MiCA did the heavy lifting

The EU’s Markets in Crypto-Assets regulation, known as MiCA, created a compliance framework that proved too steep for many competitors. Most notably, Tether’s euro-denominated products were forced off numerous EU exchanges, effectively handing Circle the keys to the market.

Circle operates under a single French Electronic Money Institution license that is valid across all 27 EU member states, giving the company a regulatory passport that competitors either can’t match or haven’t bothered to pursue.

EURC’s circulating supply tripled from roughly 309 million tokens at the end of 2025 to about 390 million in early 2026. That’s a 23.6% jump in just three months.

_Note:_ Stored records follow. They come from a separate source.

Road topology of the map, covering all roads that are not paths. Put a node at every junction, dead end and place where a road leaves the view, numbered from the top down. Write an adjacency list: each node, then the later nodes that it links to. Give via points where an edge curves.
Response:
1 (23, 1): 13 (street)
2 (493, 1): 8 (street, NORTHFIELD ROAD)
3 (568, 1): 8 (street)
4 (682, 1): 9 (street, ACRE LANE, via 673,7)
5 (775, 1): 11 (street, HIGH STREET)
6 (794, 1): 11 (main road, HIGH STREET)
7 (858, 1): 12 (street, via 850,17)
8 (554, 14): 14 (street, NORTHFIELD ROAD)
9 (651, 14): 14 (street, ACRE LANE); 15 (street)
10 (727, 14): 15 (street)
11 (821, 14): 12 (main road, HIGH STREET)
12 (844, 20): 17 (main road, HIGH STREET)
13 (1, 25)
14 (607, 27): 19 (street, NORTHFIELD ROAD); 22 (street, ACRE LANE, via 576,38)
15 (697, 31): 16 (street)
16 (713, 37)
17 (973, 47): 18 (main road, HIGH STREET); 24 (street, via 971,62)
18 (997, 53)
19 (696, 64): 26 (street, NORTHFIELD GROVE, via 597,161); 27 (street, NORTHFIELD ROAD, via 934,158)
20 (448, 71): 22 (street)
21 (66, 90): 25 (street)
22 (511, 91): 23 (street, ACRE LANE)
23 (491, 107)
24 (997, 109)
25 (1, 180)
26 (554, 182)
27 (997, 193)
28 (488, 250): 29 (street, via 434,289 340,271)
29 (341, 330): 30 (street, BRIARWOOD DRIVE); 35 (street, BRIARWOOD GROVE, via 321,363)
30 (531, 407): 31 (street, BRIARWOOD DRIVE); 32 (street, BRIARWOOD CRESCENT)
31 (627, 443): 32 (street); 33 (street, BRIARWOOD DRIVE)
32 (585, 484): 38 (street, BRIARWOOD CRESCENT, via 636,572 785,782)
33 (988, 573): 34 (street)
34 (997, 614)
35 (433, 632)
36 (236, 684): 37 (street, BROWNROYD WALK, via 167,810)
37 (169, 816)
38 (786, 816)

From DeFi rails to checkout counters

Ingenico, one of the world’s largest payment terminal manufacturers, has integrated EURC into its infrastructure. That means the stablecoin can now be spent at over 40 million global POS terminals.

A survey found that 58% of European institutions are incorporating stablecoins into their payment systems.

What the six-fold wallet growth actually tells us

Wallet share tells you how many unique holders exist relative to the broader market. A six-fold increase in wallet share means EURC isn’t just attracting bigger deposits from the same whales. It’s reaching new users at a pace that dramatically outstrips the rest of the euro stablecoin field.

The supply tripling while wallet share grew six-fold suggests organic, grassroots-level adoption alongside big institutional inflows.

MiCA licenses aren’t exclusive, and competitors will eventually navigate the regulatory process. Tether has not signaled it’s giving up on Europe, and other issuers could emerge with their own EMI licenses.